[GRASS-dev] [GRASS GIS] #3069: Evaluate branches in r.mapcalc if-function only when needed

#3069: Evaluate branches in r.mapcalc if-function only when needed
-------------------------------------------------+-------------------------
Reporter: wenzeslaus | Owner: grass-dev@…
     Type: enhancement | Status: new
Priority: normal | Milestone: 7.3.0
Component: Raster | Version: svn-trunk
Keywords: r.mapcalc, r3.mapcalc, | CPU: Unspecified
  optimization, expression, evaluation, if- |
  statement, if-function |
Platform: Unspecified |
-------------------------------------------------+-------------------------
The ''r.mapcalc'' expression `x = if(0, rand(0, 2), 3)` takes about the
same time to evaluate as `x = rand(0, 2) + if(0, 2, 3)`, although the
true-branch of the if-statement is never used. As far as I understand,
this is given by fact that `if` is actually a function in ''r.mapcalc'',
so all the arguments are evaluated before the function is called.

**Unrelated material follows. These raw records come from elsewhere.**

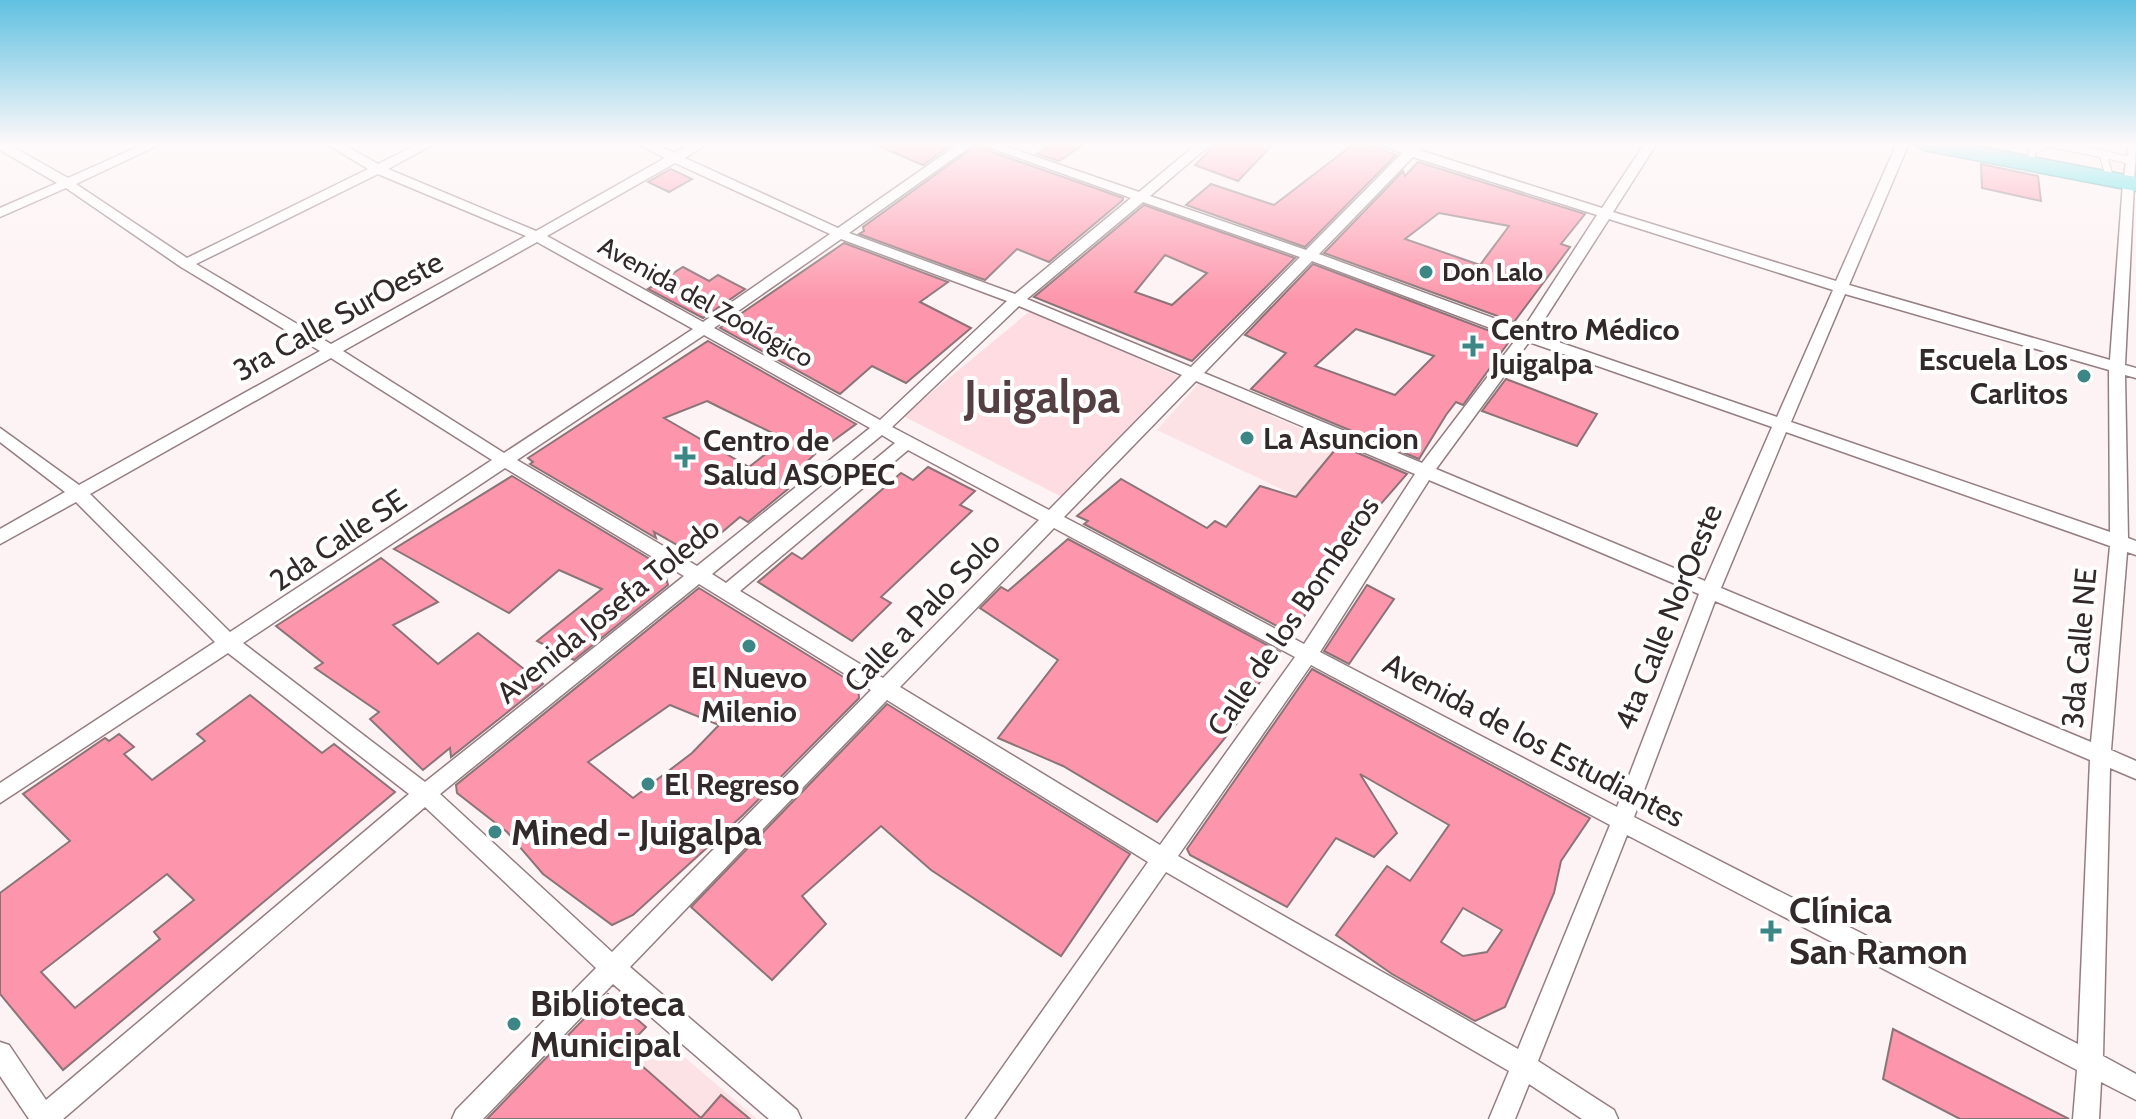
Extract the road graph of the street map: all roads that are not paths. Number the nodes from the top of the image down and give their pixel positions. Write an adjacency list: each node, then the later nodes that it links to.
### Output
1 (37, 195): 15 (street)
2 (85, 195): 20 (street)
3 (325, 195): 20 (street)
4 (440, 195): 18 (street, Avenida del Zoológico)
5 (610, 195): 18 (street, 3ra Calle SurOeste)
6 (756, 195): 17 (street)
7 (897, 195): 17 (street, 2da Calle SE)
8 (1136, 195): 14 (street)
9 (1370, 195): 19 (street, Calle a Palo Solo)
10 (1552, 195): 16 (street)
11 (1616, 195): 16 (street, Calle de los Bomberos)
12 (1881, 195): 21 (street, 4ta Calle NorOeste)
13 (2127, 195): 26 (street, 3da Calle NE)
14 (1141, 197): 19 (street); 22 (street, Avenida Josefa Toledo)
15 (0, 213)
16 (1604, 213): 21 (street); 24 (street, Calle de los Bomberos)
17 (842, 235): 22 (street); 23 (street, 2da Calle SE)
18 (537, 236): 23 (street, Avenida del Zoológico); 25 (street, 3ra Calle SurOeste)
19 (1311, 256): 24 (street); 27 (street, Calle a Palo Solo)
20 (186, 264): 25 (street)
21 (1842, 288): 26 (street); 28 (street, 4ta Calle NorOeste)
22 (1017, 300): 27 (street); 29 (street, Avenida Josefa Toledo)
23 (705, 328): 29 (street, Avenida del Zoológico); 32 (street, 2da Calle SE)
24 (1526, 336): 28 (street); 33 (street, Calle de los Bomberos)
25 (333, 352): 32 (street); 34 (street, 3ra Calle SurOeste)
26 (2126, 370): 37 (street, 3da Calle NE)
27 (1193, 375): 33 (street); 35 (street, Calle a Palo Solo)
28 (1782, 426): 37 (street); 40 (street, 4ta Calle NorOeste)
29 (881, 428): 31 (street, Avenida del Zoológico); 38 (street, Avenida Josefa Toledo)
30 (0, 434): 34 (street)
31 (907, 442): 35 (street, Avenida de los Estudiantes); 39 (street)
32 (507, 462): 38 (street); 41 (street, 2da Calle SE)
33 (1425, 472): 40 (street); 42 (street, Calle de los Bomberos)
34 (78, 493): 36 (street, 3ra Calle SurOeste); 41 (street)
35 (1054, 517): 42 (street, Avenida de los Estudiantes); 43 (street, Calle a Palo Solo)
36 (0, 537)
37 (2127, 545): 44 (street, 3da Calle NE)
38 (696, 574): 39 (street); 47 (street, Avenida Josefa Toledo)
39 (727, 592): 43 (street)
40 (1709, 593): 44 (street); 48 (street, 4ta Calle NorOeste)
41 (231, 645): 46 (street, 2da Calle SE); 47 (street)
42 (1308, 654): 48 (street, Avenida de los Estudiantes); 49 (street, Calle de los Bomberos)
43 (886, 689): 49 (street); 50 (street, Calle a Palo Solo)
44 (2100, 755): 45 (street); 52 (street, 3da Calle NE)
45 (2136, 770)
46 (0, 794)
47 (425, 794): 50 (street); 55 (street, Avenida Josefa Toledo)
48 (1622, 821): 52 (street, Avenida de los Estudiantes); 53 (street, 4ta Calle NorOeste)
49 (1162, 858): 53 (street); 58 (street, Calle de los Bomberos)
50 (613, 968): 56 (street, Calle a Palo Solo); 57 (street)
51 (0, 1054): 55 (street)
52 (2090, 1063): 54 (street, Avenida de los Estudiantes); 61 (street, 3da Calle NE)
53 (1524, 1066): 59 (street, 4ta Calle NorOeste); 60 (street)
54 (2136, 1087)
55 (44, 1119)
56 (465, 1119)
57 (788, 1119)
58 (979, 1119)
59 (1502, 1119)
60 (1605, 1119)
61 (2086, 1119)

It would be a nice enhancement if the values of if-function arguments
would be computed only when needed, i.e. `x = if(0, rand(0, 2), 3)` would
take same time as `x = if(0, 1, 3)` because `rand(0, 2)` is never used.
This would allow for some optimizations when part of the output raster is
already determined and there is no need to perform the computation, for
example a moving window calculation which needs to be performed only when
the central cell has a certain value. Another case when this would be
advantageous is when both branches (arguments) are costly to compute,
currently both are computed and one thrown away.

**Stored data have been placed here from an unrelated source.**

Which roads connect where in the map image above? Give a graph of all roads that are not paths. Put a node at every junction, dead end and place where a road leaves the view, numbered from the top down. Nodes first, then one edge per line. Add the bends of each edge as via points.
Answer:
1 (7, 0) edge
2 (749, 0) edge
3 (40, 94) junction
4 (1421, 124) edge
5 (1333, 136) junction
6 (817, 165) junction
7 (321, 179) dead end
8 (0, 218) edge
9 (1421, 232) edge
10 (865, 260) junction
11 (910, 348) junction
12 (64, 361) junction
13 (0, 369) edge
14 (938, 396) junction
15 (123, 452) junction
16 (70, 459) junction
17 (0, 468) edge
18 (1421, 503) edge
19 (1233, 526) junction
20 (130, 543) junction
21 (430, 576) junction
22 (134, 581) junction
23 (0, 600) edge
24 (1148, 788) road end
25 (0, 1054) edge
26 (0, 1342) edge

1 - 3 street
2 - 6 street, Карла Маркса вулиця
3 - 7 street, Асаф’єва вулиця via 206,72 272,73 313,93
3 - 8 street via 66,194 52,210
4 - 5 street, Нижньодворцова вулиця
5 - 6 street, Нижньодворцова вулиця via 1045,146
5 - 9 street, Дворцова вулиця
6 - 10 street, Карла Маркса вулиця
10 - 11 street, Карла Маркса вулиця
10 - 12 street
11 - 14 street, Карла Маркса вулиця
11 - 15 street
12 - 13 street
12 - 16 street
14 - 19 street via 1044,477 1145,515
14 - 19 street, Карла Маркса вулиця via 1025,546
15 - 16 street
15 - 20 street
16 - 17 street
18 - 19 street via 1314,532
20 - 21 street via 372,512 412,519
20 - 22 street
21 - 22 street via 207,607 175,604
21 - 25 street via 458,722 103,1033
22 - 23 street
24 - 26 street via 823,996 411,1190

Here is the minimal example:

{{{
#!bash
g.region rows=10000 cols=10000
time r.mapcalc "x1 = rand(0, 2) + rand(0, 2) + rand(0, 2) + if(0, 2, 3)"
seed=1
time r.mapcalc "x2 = 2 + if(0, rand(0, 2) + rand(0, 2) + rand(0, 2), 3)"
seed=1
}}}

In both case, I get something like 14.5 s and for the expression with
trivial unused branch (`x = 2 + if(0, 2, 3)`) I get less than 6 s.

--
Ticket URL: <https://trac.osgeo.org/grass/ticket/3069&gt;
GRASS GIS <https://grass.osgeo.org>

#3069: Evaluate branches in r.mapcalc if-function only when needed
-------------------------+-------------------------------------------------
  Reporter: wenzeslaus | Owner: grass-dev@…
      Type: | Status: new
  enhancement |
  Priority: normal | Milestone: 7.3.0
Component: Raster | Version: svn-trunk
Resolution: | Keywords: r.mapcalc, r3.mapcalc,
                         | optimization, expression, evaluation, if-
       CPU: | statement, if-function
  Unspecified | Platform: Unspecified
-------------------------+-------------------------------------------------

Comment (by glynn):

Replying to [ticket:3069 wenzeslaus]:

> The ''r.mapcalc'' expression `x = if(0, rand(0, 2), 3)` takes about the
same time to evaluate as `x = rand(0, 2) + if(0, 2, 3)`, although the
true-branch of the if-statement is never used. As far as I understand,
this is given by fact that `if` is actually a function in ''r.mapcalc'',
so all the arguments are evaluated before the function is called.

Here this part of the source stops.